╭─ Data to process
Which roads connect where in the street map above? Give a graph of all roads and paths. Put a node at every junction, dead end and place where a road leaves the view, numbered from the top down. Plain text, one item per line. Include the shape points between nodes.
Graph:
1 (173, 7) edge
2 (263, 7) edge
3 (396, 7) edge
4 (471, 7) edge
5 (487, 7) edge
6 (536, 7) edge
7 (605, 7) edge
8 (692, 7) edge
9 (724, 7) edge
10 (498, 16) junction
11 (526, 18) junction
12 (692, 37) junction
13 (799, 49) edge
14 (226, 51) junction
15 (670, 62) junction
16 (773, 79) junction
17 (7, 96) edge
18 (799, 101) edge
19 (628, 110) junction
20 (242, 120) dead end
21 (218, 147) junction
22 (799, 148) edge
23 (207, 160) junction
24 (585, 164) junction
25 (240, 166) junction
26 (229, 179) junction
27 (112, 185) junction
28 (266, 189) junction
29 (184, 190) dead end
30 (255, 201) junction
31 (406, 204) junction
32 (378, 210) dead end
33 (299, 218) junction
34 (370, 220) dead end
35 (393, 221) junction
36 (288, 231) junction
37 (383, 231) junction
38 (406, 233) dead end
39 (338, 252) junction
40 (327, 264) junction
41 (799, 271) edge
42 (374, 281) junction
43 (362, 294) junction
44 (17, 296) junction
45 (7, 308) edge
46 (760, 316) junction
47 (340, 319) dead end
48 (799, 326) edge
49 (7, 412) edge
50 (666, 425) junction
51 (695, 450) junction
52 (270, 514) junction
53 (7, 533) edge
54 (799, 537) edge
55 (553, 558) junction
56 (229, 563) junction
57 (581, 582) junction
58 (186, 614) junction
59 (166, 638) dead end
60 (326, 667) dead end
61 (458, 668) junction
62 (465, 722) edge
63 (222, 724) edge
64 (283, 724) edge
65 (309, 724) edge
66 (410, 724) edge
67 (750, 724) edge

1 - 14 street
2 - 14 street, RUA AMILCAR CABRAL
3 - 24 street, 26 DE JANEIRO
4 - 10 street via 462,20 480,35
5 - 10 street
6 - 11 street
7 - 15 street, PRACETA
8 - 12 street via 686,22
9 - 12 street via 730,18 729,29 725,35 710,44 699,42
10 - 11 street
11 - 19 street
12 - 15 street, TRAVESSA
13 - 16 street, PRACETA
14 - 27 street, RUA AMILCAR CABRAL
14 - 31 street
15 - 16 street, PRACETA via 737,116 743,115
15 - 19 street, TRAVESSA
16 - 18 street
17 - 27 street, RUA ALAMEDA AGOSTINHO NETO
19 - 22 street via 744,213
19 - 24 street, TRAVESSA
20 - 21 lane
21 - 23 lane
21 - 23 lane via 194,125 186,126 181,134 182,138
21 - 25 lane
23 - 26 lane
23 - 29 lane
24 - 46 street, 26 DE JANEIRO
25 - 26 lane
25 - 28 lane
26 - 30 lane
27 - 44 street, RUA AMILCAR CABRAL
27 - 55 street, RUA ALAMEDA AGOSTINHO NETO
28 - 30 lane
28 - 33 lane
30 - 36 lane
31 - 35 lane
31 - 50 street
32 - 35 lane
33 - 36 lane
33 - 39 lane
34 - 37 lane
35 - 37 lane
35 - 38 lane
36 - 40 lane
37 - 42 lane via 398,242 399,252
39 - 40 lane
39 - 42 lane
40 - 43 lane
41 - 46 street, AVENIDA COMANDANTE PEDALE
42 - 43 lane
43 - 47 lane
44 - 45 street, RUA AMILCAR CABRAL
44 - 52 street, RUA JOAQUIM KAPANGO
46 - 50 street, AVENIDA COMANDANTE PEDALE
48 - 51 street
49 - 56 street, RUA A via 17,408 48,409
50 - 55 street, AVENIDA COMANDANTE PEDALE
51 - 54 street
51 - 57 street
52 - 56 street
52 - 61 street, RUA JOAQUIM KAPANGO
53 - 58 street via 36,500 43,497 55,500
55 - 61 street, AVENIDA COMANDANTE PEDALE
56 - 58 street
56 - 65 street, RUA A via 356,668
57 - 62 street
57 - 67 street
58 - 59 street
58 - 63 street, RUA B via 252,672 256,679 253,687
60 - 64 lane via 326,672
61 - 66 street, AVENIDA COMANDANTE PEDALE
╰─
» Instructions for the task:
Wherever the word "JANEIRO" appears in the records above, copy that line.

» Answer section:
3 - 24 street, 26 DE JANEIRO
24 - 46 street, 26 DE JANEIRO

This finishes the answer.